Mentre esploriamo i confini dell’universo a miliardi di anni luce dalla Terra, il nostro vicinato solare continua a riservare sorprese. Un team internazionale, che include ricercatori del Dipartimento di Astrofisica (DAp), ha scoperto un nuovo nuvola di idrogeno molecolare oscuro a 300 anni luce dal Sole, ai margini della Bolla Locale. Questo è il primo nuvola molecolare scoperto tramite fluorescenza H2, un esempio affascinante di come un nuvola interagisca con una superbolla.

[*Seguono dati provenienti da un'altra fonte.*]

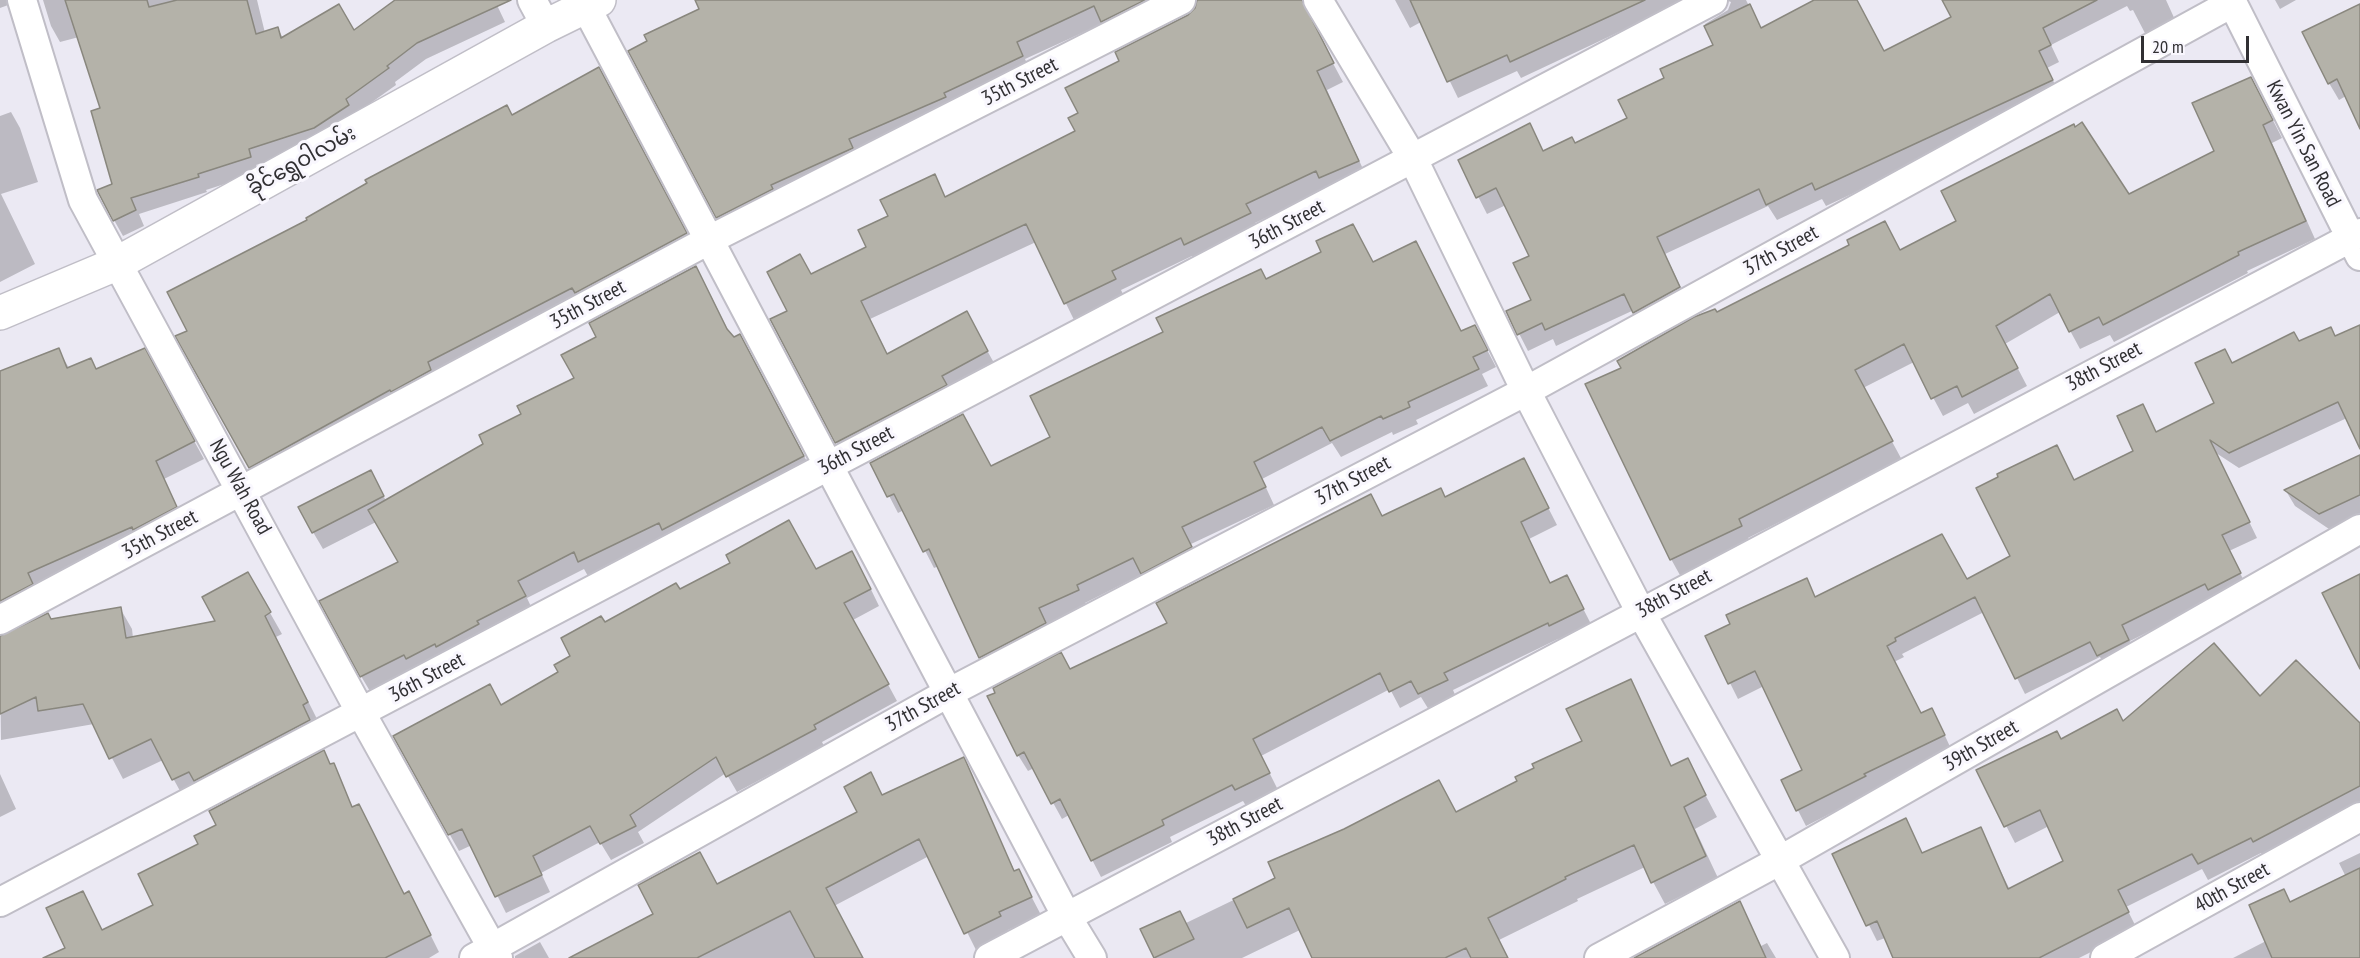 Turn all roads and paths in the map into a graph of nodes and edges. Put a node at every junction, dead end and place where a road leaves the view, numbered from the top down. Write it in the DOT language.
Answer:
graph roads {
  1 [pos="22,0"];
  2 [pos="1181,0"];
  3 [pos="1318,0"];
  4 [pos="1713,0"];
  5 [pos="2231,2"];
  6 [pos="592,3"];
  7 [pos="539,13"];
  8 [pos="1413,159"];
  9 [pos="709,240"];
  10 [pos="2357,242"];
  11 [pos="116,264"];
  12 [pos="0,313"];
  13 [pos="1526,391"];
  14 [pos="828,465"];
  15 [pos="243,491"];
  16 [pos="2360,529"];
  17 [pos="1640,611"];
  18 [pos="0,620"];
  19 [pos="948,693"];
  20 [pos="361,712"];
  21 [pos="2360,817"];
  22 [pos="1779,861"];
  23 [pos="0,902"];
  24 [pos="1067,917"];
  25 [pos="488,955"];
  26 [pos="989,958"];
  27 [pos="1092,958"];
  28 [pos="1599,958"];
  29 [pos="1835,958"];
  30 [pos="2104,958"];
  1 -- 11 [label="street, Ngu Wah Road"];
  2 -- 9 [label="street, 35th Street"];
  3 -- 8 [label="street"];
  4 -- 8 [label="street, 36th Street"];
  5 -- 10 [label="street, Kwan Yin San Road"];
  5 -- 13 [label="street, 37th Street"];
  6 -- 7 [label="street, ခိုင်ရွှေဝါလမ်း"];
  6 -- 9 [label="street"];
  7 -- 11 [label="street, ခိုင်ရွှေဝါလမ်း"];
  8 -- 13 [label="street"];
  8 -- 14 [label="street, 36th Street"];
  9 -- 14 [label="street"];
  9 -- 15 [label="street, 35th Street"];
  10 -- 17 [label="street, 38th Street"];
  11 -- 12 [label="street, ခိုင်ရွှေဝါလမ်း"];
  11 -- 15 [label="street, Ngu Wah Road"];
  13 -- 17 [label="street"];
  13 -- 19 [label="street, 37th Street"];
  14 -- 19 [label="street"];
  14 -- 20 [label="street, 36th Street"];
  15 -- 18 [label="street, 35th Street"];
  15 -- 20 [label="street, Ngu Wah Road"];
  16 -- 22 [label="street, 39th Street"];
  17 -- 22 [label="street"];
  17 -- 24 [label="street, 38th Street"];
  19 -- 24 [label="street"];
  19 -- 25 [label="street, 37th Street"];
  20 -- 23 [label="street, 36th Street"];
  20 -- 25 [label="street, Ngu Wah Road"];
  21 -- 30 [label="street, 40th Street"];
  22 -- 28 [label="street, 39th Street"];
  22 -- 29 [label="street"];
  24 -- 26 [label="street, 38th Street"];
  24 -- 27 [label="street"];
}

Il nuvola Eos, così chiamato in onore della dea dell’alba, è stato individuato grazie alle mappe di fluorescenza H2 ottenute tra il 2003 e il 2005 dall’instrumento FIMS/SPEAR a bordo del satellite coreano STSAT-1. Combinando queste mappe con dati di emissione CO, emissione radio degli atomi di idrogeno, emissione infrarossa delle polveri e assorbimento dei raggi X, i ricercatori hanno identificato un nuvola molecolare sconosciuto, con una massa pari a 3400 volte quella del Sole, che non era stato ancora catalogato a causa della sua debole emissione luminosa.
Lo spazio tra le stelle è un ambiente dinamico, pieno di gas e polveri. Questo ambiente interstellare è continuamente agitato da correnti, onde d’urto di esplosioni stellari, radiazioni ultraviolette (UV) e forze gravitazionali. Il gas si muove tra ampie bolle calde e tenui, create dall’attività stellare, e nuvole più compatte, fredde e dense, dove nascono nuove stelle.
Il gas nei nuvole dense è principalmente composto da molecole, ma le più abbondanti, H2, emettono così poca luce in questi ambienti freddi che si utilizzano le emissioni radio delle molecole di CO, molto più rare, per mappare i nuvole molecolari. Tuttavia, si sa che grandi quantità di gas molecolare sfuggono alle osservazioni CO. In presenza di raggi UV, le molecole H2 possono eccitarsi e diventare luminose per fluorescenza, simile a come alcune pietre o animali brillano sotto la luce nera (UV).
Il rappresentazione 3D dei nuvole di polvere nel vicinato solare mostra la densità delle polveri che aumenta dal blu al rosso, vista dall’alto del piano Galattico. Questa rappresentazione evidenzia la forma della cavità della Bolla Locale (in giallo trasparente), la posizione del nuvola Eos (nel cerchio) e la localizzazione di alcuni nuvole molecolari conosciuti.
La scoperta del nuvola Eos è stata pubblicata sulla rivista Nature Astronomy. Questo nuvola contiene un grumo visibile in CO, che rappresenta solo una piccola parte (meno dell’1%) dell’intera massa del nuvola, simile alla punta di un iceberg.